Some notes about trying to understand how syncthing works by trying to implement parts of it in rust.
- [X] Set up protocol negotiation for bep/1.0
- [X] Send a
Hello
packet back - [X] Verify peer’s certificate
- [X] Refactor/clean-up code as it’s getting messy… In progress....
- [X] Keep the connection open and handle incoming messages
- [X] Try switching to
prost
as protobuf implementation - [X] properly handle connection shutdown
- [ ] discover our IP address(es) instead of hardcoding it
- [X] Start putting stuff in a config file (eg. peers that we know about)
- [ ] Start implementing the Model
- [ ] Global discovery
- [ ] File indexing, db, file synchronization…
- [ ] QUIC support?
- [ ] IPv6 support?
- [ ] REST api?
A key pair is generated the first time: private key + public key (stored as an X509 certificate). The key pair is used to do a TLS handshake with other peers.
The keys are stored in PEM format (basically ascii-armored way to attach binary data): base64 data between delimiters:
-----BEGIN FOO----- <data goes here> -----END FOO-----
The binary data encoded in the PEM file is the certificate encoded with ASN.1 and serialized with DER.
ASN.1 defines a way to encode data in data structures i.e. defines a grammar for a set of types, with their fields.
The general structure of a certificate, encoded as ASN.1, is as follows:
Certificate Version Number Serial Number Signature Algorithm ID Issuer Name Validity period Not Before Not After Subject name Subject Public Key Info Public Key Algorithm Subject Public Key Issuer Unique Identifier (optional) Subject Unique Identifier (optional) Extensions (optional) ... Certificate Signature Algorithm Certificate Signature
DER
is a type-length-value way to serialize data such as ASN.1 into bytes.

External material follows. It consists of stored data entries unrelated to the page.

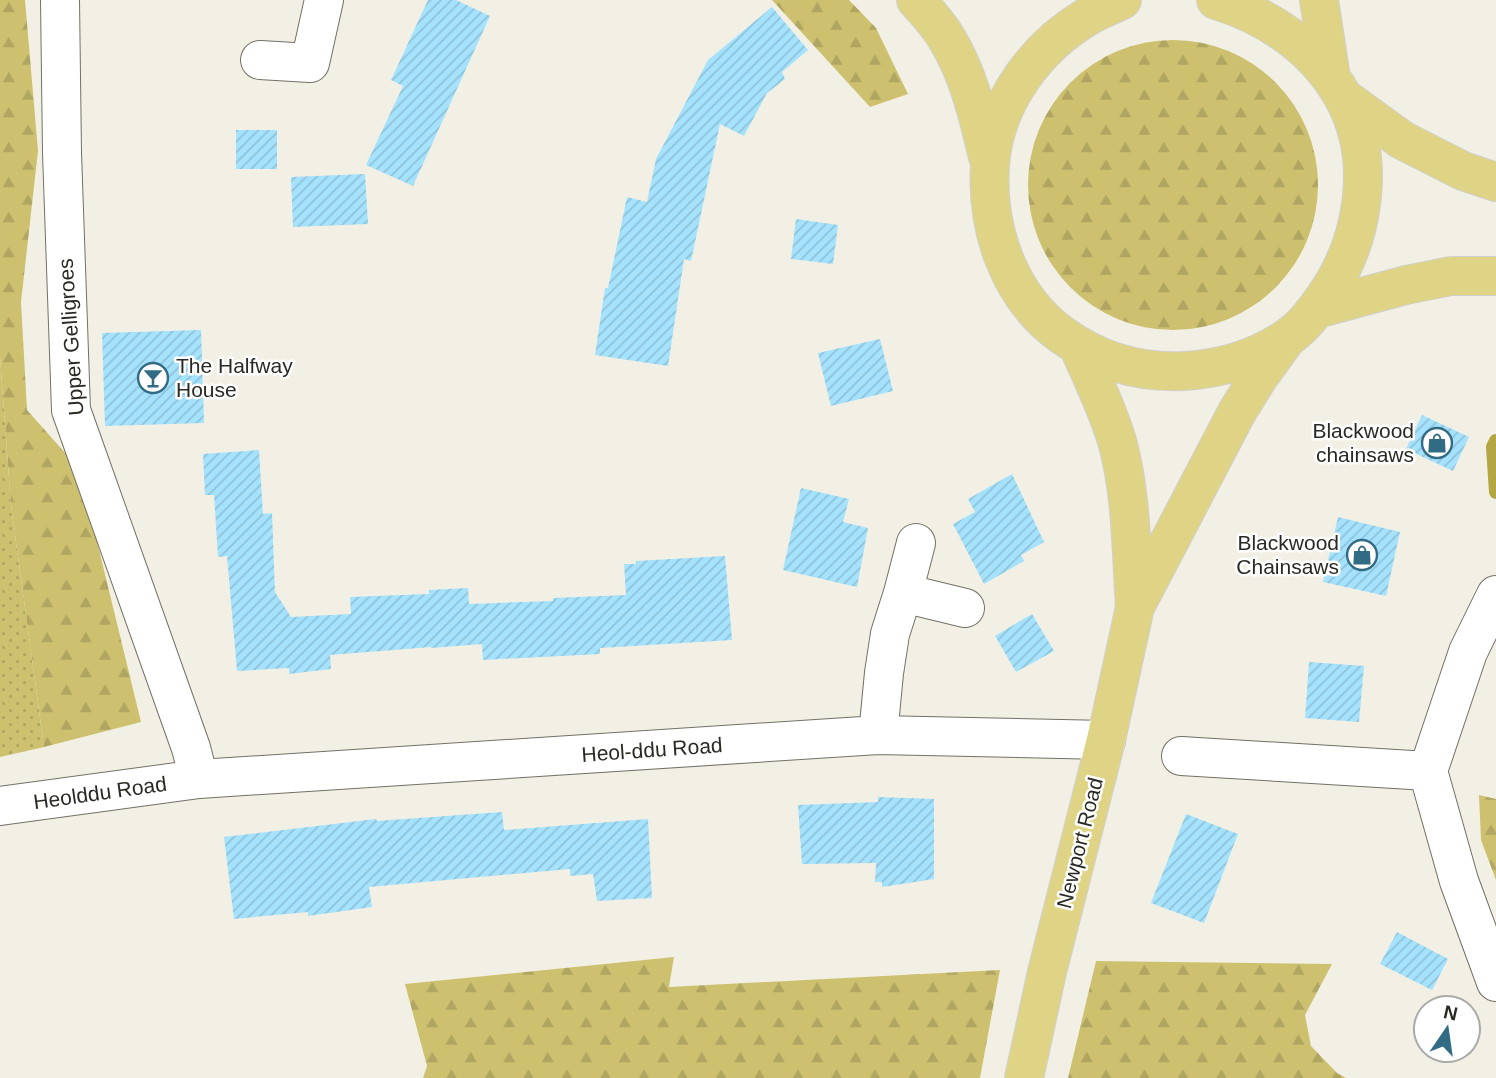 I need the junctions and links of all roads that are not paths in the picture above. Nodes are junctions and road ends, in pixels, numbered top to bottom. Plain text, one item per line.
1 (60, 0) edge
2 (324, 0) edge
3 (916, 0) edge
4 (1122, 0) edge
5 (1216, 0) edge
6 (1319, 0) edge
7 (260, 60) dead end
8 (1338, 88) junction
9 (990, 166) junction
10 (1496, 182) edge
11 (1496, 276) edge
12 (1317, 309) junction
13 (1287, 338) junction
14 (1078, 346) junction
15 (916, 543) dead end
16 (903, 593) junction
17 (1496, 595) edge
18 (1135, 607) junction
19 (965, 608) dead end
20 (878, 736) junction
21 (1106, 740) junction
22 (1181, 756) dead end
23 (1428, 771) junction
24 (199, 779) junction
25 (0, 806) edge
26 (1496, 982) edge
27 (1024, 1078) edge

1 - 24 street, Upper Gelligroes
2 - 7 street
3 - 9 main road
4 - 9 main road
5 - 8 main road
6 - 8 main road
8 - 10 main road
8 - 12 main road
9 - 14 main road
11 - 12 main road
12 - 13 main road
13 - 14 main road
13 - 18 main road, Newport Road
14 - 18 main road, Newport Road
15 - 16 street
16 - 19 street
16 - 20 street
17 - 23 street
18 - 21 main road, Newport Road
20 - 21 street, Heol-ddu Road
20 - 24 street, Heol-ddu Road
21 - 27 main road, Newport Road
22 - 23 street
23 - 26 street
24 - 25 street, Heolddu Road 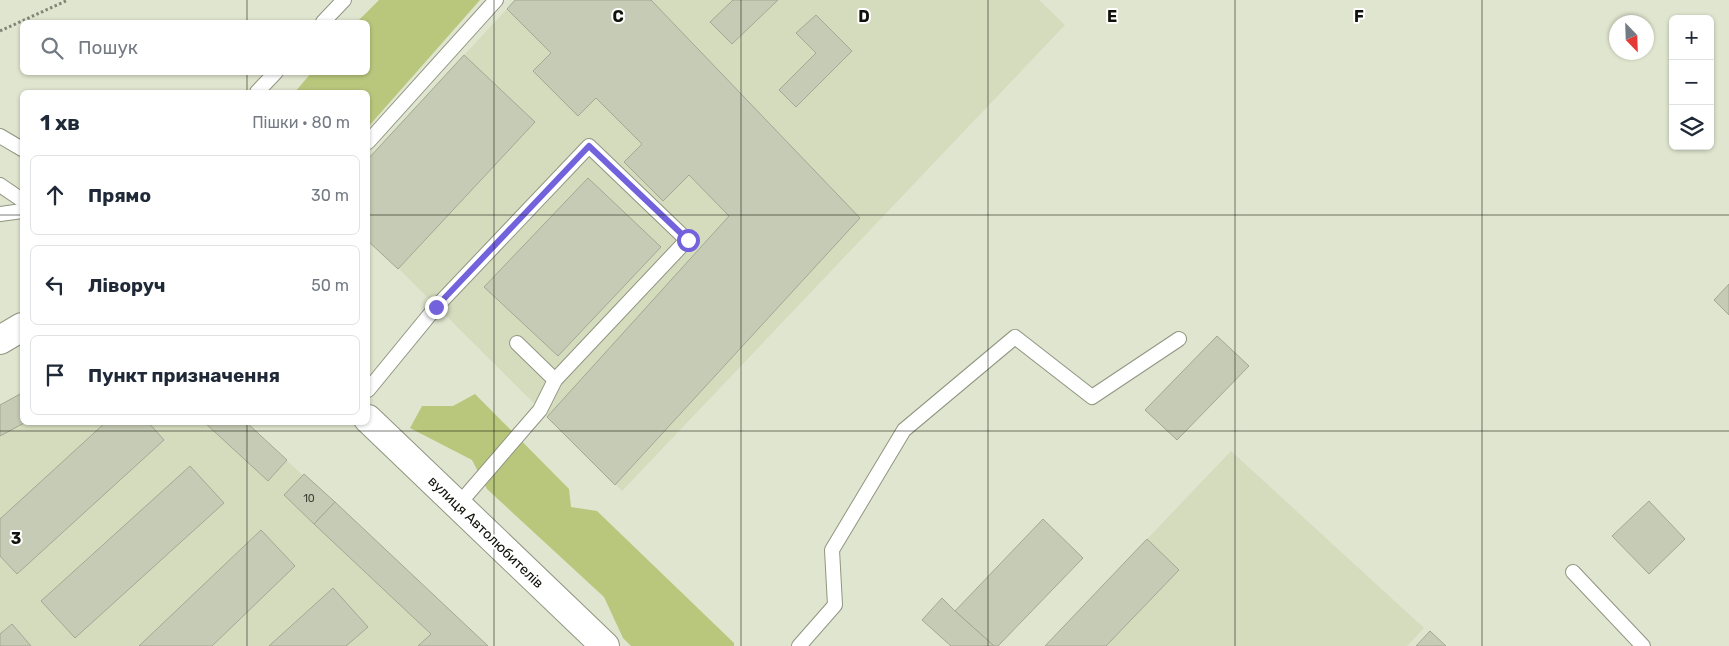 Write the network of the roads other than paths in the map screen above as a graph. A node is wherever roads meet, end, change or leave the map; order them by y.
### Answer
1 (344, 0) edge
2 (496, 0) edge
3 (325, 20) edge
4 (273, 75) edge
5 (259, 90) edge
6 (0, 136) edge
7 (370, 140) edge
8 (20, 148) edge
9 (0, 185) edge
10 (20, 199) edge
11 (20, 211) edge
12 (0, 214) edge
13 (20, 328) edge
14 (1179, 339) dead end
15 (0, 340) edge
16 (517, 342) dead end
17 (555, 380) junction
18 (370, 388) edge
19 (370, 421) edge
20 (458, 505) junction
21 (1572, 572) dead end
22 (605, 646) edge
23 (798, 646) edge
24 (1643, 646) edge

1 - 3 lane
2 - 7 lane
4 - 5 lane
6 - 8 lane
9 - 10 lane
11 - 12 lane
13 - 15 street
14 - 23 lane
16 - 17 lane
17 - 18 lane
17 - 20 lane
19 - 20 street, вулиця Автолюбителів
20 - 22 street, вулиця Автолюбителів
21 - 24 lane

- SHA-256 hash of the certificate (the DER-encoded binary data)
- base-32 encoded
- in recent versions the device ID contains 4 checksum digits (1 every 13 characters), so the length of the ID is 56 instead of 52. See Luhn’s algorithm.
- ’-’ are inserted every 7 characters for readability purposed
- Listens for UDP messages broadcasted on port 21027. Registers the announced devices in a cache.

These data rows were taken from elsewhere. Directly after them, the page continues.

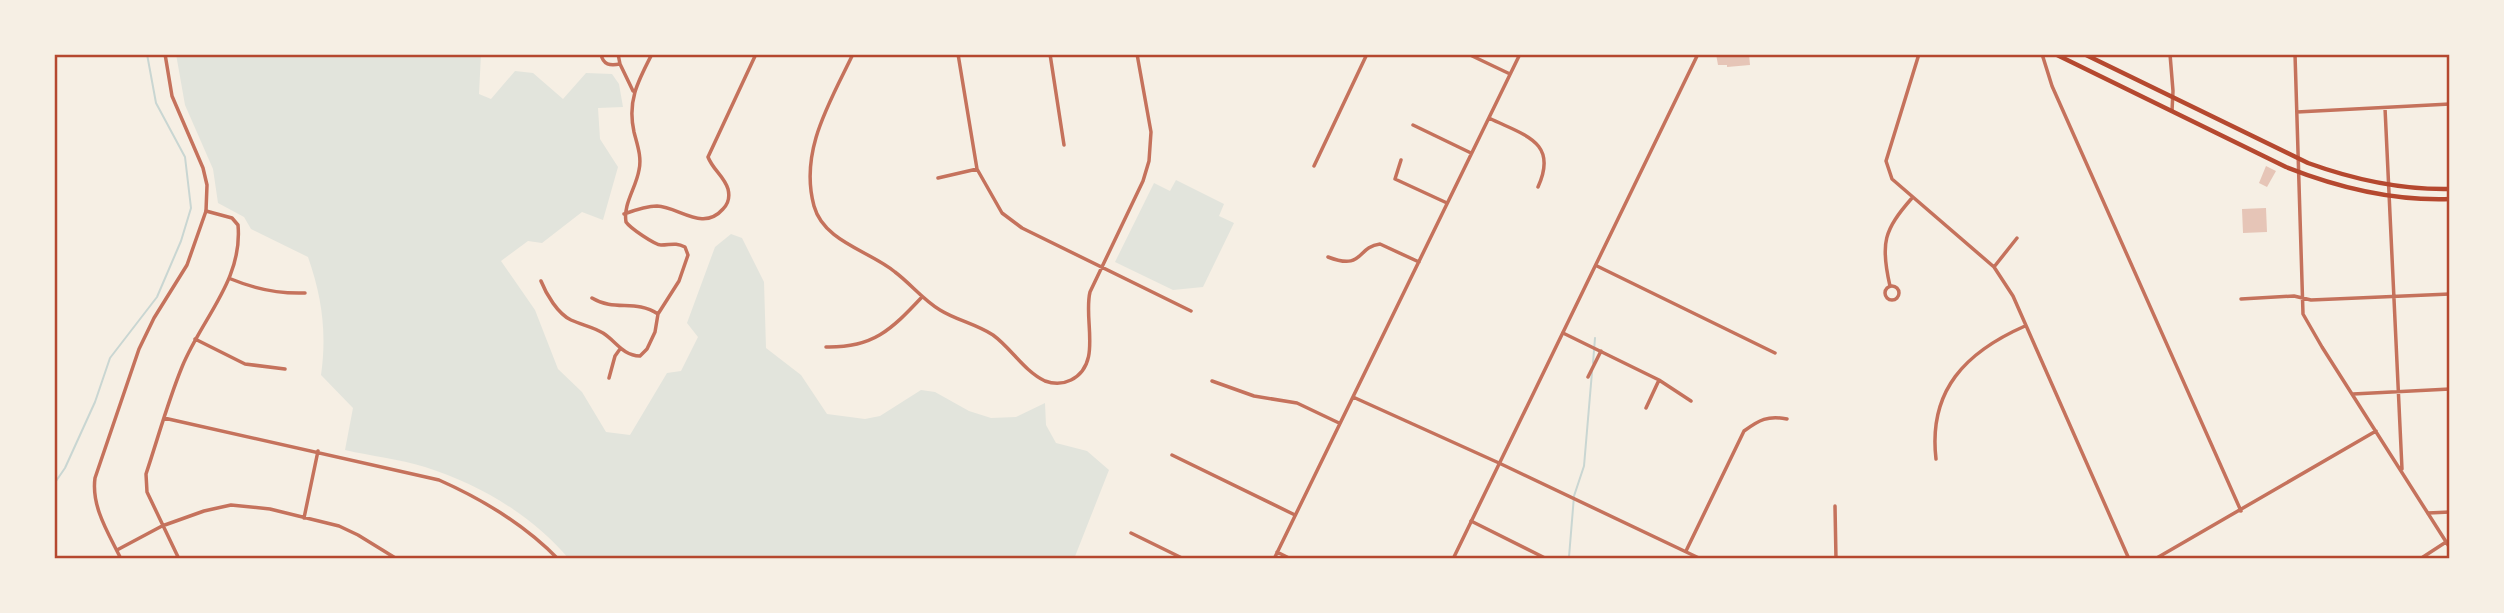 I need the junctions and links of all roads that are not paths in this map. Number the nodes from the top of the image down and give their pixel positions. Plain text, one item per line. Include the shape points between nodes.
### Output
1 (165, 54) edge
2 (601, 54) edge
3 (618, 54) edge
4 (652, 54) edge
5 (756, 54) edge
6 (853, 54) edge
7 (958, 54) edge
8 (1050, 54) edge
9 (1137, 54) edge
10 (1367, 54) edge
11 (1468, 54) edge
12 (1520, 54) edge
13 (1698, 54) edge
14 (1919, 54) edge
15 (2042, 54) edge
16 (2055, 54) edge
17 (2084, 54) edge
18 (2170, 54) edge
19 (2295, 54) edge
20 (620, 64) junction
21 (1510, 74) junction
22 (633, 91) junction
23 (2173, 98) junction
24 (2450, 104) edge
25 (2385, 108) junction
26 (2172, 111) junction
27 (2297, 112) junction
28 (1489, 118) junction
29 (1413, 125) dead end
30 (1064, 145) dead end
31 (1471, 153) junction
32 (1401, 160) dead end
33 (2300, 160) junction
34 (1314, 166) dead end
35 (977, 169) junction
36 (2299, 172) junction
37 (938, 178) dead end
38 (2387, 186) junction
39 (1538, 187) dead end
40 (2450, 189) edge
41 (2389, 196) junction
42 (1912, 198) junction
43 (2450, 199) edge
44 (1447, 203) junction
45 (206, 211) junction
46 (624, 214) junction
47 (2017, 238) dead end
48 (1328, 257) dead end
49 (1419, 262) junction
50 (1597, 266) junction
51 (1101, 267) junction
52 (1994, 267) junction
53 (231, 279) junction
54 (541, 281) dead end
55 (1890, 286) junction
56 (305, 293) dead end
57 (2450, 294) edge
58 (922, 297) junction
59 (2393, 297) junction
60 (592, 298) dead end
61 (2302, 298) junction
62 (2241, 299) dead end
63 (1191, 311) dead end
64 (658, 314) junction
65 (2025, 326) junction
66 (1563, 333) junction
67 (195, 339) junction
68 (826, 347) dead end
69 (620, 349) junction
70 (1601, 351) junction
71 (1775, 354) dead end
72 (285, 369) dead end
73 (1588, 377) dead end
74 (609, 378) dead end
75 (1659, 380) junction
76 (1212, 381) dead end
77 (2450, 389) edge
78 (2398, 391) junction
79 (2353, 394) junction
80 (1353, 397) junction
81 (1691, 401) dead end
82 (1646, 408) dead end
83 (164, 418) junction
84 (1787, 419) dead end
85 (1340, 423) junction
86 (2376, 431) junction
87 (318, 451) junction
88 (1172, 456) dead end
89 (1937, 459) dead end
90 (1499, 463) junction
91 (2403, 472) junction
92 (1835, 506) dead end
93 (2241, 511) junction
94 (2450, 512) edge
95 (2428, 513) junction
96 (1295, 515) junction
97 (304, 518) junction
98 (1471, 521) junction
99 (162, 526) junction
100 (1131, 533) dead end
101 (2446, 542) junction
102 (2450, 548) edge
103 (117, 550) junction
104 (1686, 551) junction
105 (1277, 552) junction
106 (1690, 556) edge
107 (121, 559) edge
108 (179, 559) edge
109 (397, 559) edge
110 (558, 559) edge
111 (1184, 559) edge
112 (1274, 559) edge
113 (1292, 559) edge
114 (1453, 559) edge
115 (1548, 559) edge
116 (1701, 559) edge
117 (1836, 559) edge
118 (2129, 559) edge
119 (2155, 559) edge
120 (2420, 559) edge

1 - 45 street via 172,96 203,168
2 - 20 street via 608,65
3 - 20 street
4 - 22 street
5 - 46 street via 708,157 724,180 727,205 717,216 705,219 654,206
6 - 58 street via 813,146 814,207 843,241 884,263
7 - 35 street
8 - 30 street
9 - 51 street via 1151,132 1149,162
10 - 34 street
11 - 21 street
12 - 21 street
13 - 50 street
14 - 42 street via 1886,161 1892,179
15 - 93 street via 2052,86
16 - 26 main road
17 - 23 main road
18 - 23 street
19 - 27 street
20 - 22 street
21 - 28 street
22 - 46 street via 631,117 640,164
23 - 26 street
23 - 33 main road
24 - 25 street
25 - 27 street
25 - 38 street
26 - 36 main road
27 - 33 street
28 - 31 street
28 - 39 street via 1539,147 1546,170
29 - 31 street
31 - 44 street
32 - 44 street via 1395,179
33 - 36 street
33 - 38 main road
35 - 37 street
35 - 51 street via 1002,213 1022,228
36 - 41 main road
36 - 61 street
38 - 40 main road
38 - 41 street
41 - 43 main road
41 - 59 street
42 - 52 street
42 - 55 street via 1886,235
44 - 49 street
45 - 53 street via 232,218 238,225 240,238
45 - 103 street via 187,265 139,349 97,471 95,500
46 - 64 street via 634,231 660,245 678,243 688,255
47 - 52 street
48 - 49 street via 1349,262 1380,244
49 - 80 street
50 - 66 street
50 - 71 street
51 - 58 street via 1087,306 1090,356 1073,380 1061,384 1046,381 1027,368 990,333
51 - 63 street
52 - 65 street
53 - 56 street via 251,287
53 - 67 street
54 - 69 street via 546,295 569,319 601,332
55 - 55 street via 1885,294 1894,299 1899,291
57 - 59 street
58 - 68 street via 897,323 873,338 849,347
59 - 61 street
59 - 78 street
60 - 64 street via 604,305 638,305
61 - 62 street
61 - 79 street via 2305,317
64 - 69 street via 655,332 640,356
65 - 89 street via 1989,343 1949,387 1934,424
65 - 118 street
66 - 70 street
66 - 90 street
67 - 72 street via 245,364
67 - 83 street
69 - 74 street
70 - 73 street
70 - 75 street
75 - 81 street
75 - 82 street
76 - 85 street via 1254,396 1297,403
77 - 78 street
78 - 79 street
78 - 91 street
79 - 86 street
80 - 85 street
80 - 90 street
83 - 87 street
83 - 99 street via 146,474 147,492
84 - 104 street via 1772,416 1744,431
85 - 96 street
86 - 91 street
86 - 93 street
87 - 97 street
87 - 110 street via 439,480 467,492 515,521
88 - 96 street
90 - 98 street
90 - 104 street
91 - 95 street
92 - 117 street
93 - 119 street
94 - 95 street
95 - 101 street
96 - 105 street
97 - 99 street via 231,505
97 - 109 street via 339,526
98 - 114 street
98 - 115 street
99 - 103 street
99 - 108 street
100 - 111 street
101 - 102 street
101 - 120 street
103 - 107 street
104 - 106 street
105 - 112 street
105 - 113 street
106 - 116 street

- The cache is used to resolve device ids
- every 30-60s broadcast an
Announce
packet on the network
- Try to resolve the device id to get addresses to connect to, by looking through different “providers” eg. config file, local discovery, global discovery, etc.

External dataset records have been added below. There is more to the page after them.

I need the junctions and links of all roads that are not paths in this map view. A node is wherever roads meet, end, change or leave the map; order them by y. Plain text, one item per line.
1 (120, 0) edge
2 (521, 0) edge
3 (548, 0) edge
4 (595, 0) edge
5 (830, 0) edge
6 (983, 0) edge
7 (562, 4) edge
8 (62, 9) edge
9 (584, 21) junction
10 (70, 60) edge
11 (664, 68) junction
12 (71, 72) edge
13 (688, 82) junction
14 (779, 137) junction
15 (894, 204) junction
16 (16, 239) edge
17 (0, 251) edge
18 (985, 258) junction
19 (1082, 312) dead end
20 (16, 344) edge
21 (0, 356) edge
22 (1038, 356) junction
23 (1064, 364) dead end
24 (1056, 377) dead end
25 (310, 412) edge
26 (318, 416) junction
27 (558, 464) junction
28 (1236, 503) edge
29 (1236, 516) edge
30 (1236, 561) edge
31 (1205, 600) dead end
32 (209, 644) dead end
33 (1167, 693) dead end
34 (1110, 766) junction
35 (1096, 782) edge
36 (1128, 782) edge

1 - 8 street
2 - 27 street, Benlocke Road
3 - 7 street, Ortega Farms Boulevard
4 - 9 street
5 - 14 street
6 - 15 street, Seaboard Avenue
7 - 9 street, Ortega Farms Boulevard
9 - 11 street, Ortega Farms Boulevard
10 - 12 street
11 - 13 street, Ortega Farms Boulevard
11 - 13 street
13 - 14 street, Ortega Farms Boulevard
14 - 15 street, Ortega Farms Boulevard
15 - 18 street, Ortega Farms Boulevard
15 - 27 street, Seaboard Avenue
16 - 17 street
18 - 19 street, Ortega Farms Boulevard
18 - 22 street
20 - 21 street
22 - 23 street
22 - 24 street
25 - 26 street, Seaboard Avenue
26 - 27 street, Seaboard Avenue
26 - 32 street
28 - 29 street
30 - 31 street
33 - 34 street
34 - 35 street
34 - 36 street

- Connect to the address with TLS while presenting our own certificate
- exchange
Hello
packet - Verify that the remote certificate (there should be only one) matches the device ID we expect.
- send
ClusterConfig
message: This contains a list of folders to synchronize with the peer. The list is taken from the config file. - For each folder sent in the
ClusterConfig
message, send anIndex
message with the list of files that we have. The peer will do the same.
- a
service
launches a bunch of goroutines:- one to listen for incoming connections
- once the connection is established, TLS handshaked done, identity verified, a new
connection
is created and registered
- once the connection is established, TLS handshaked done, identity verified, a new
- a dialer that loops and tries to connect to configured peers
- one to listen for incoming connections
- when a
connection
is registered and started, it launches a bunch of goroutines:- one that reads messages and sends them to the
dispatcher
- a
dispatcher
that handles the different messages (e.g.ClusterConfig
,Index
,Close
, etc…) - one that writes messages to the socket
- a ping sender
- a ping receiver
- one that reads messages and sends them to the
- Use Tokio for the async stuff…
- Use tokio-tls (and in particular tokio_rustls) for TLS stuff: wraps rustls in an async API and integrates with tokio
- [X] Use
tracing
for logging - Can
tokio-tower
be useful here?
When connecting 2 peers, they each offer their certificates / key as part of the
TLS handshake, but it does not do client authentication (as the certificates
are self-signed). Unfortunately, rustls
doesn’t seem to support this scenario
out of the box…
NoClientAuth
doesn’t do client authentication, but doesn’t request the peer certificateAllowAnyAuthenticatedClient
andAllowAnyAnonymousOrAuthenticatedClient
do request the peer certificate, but try to validate it (and fail)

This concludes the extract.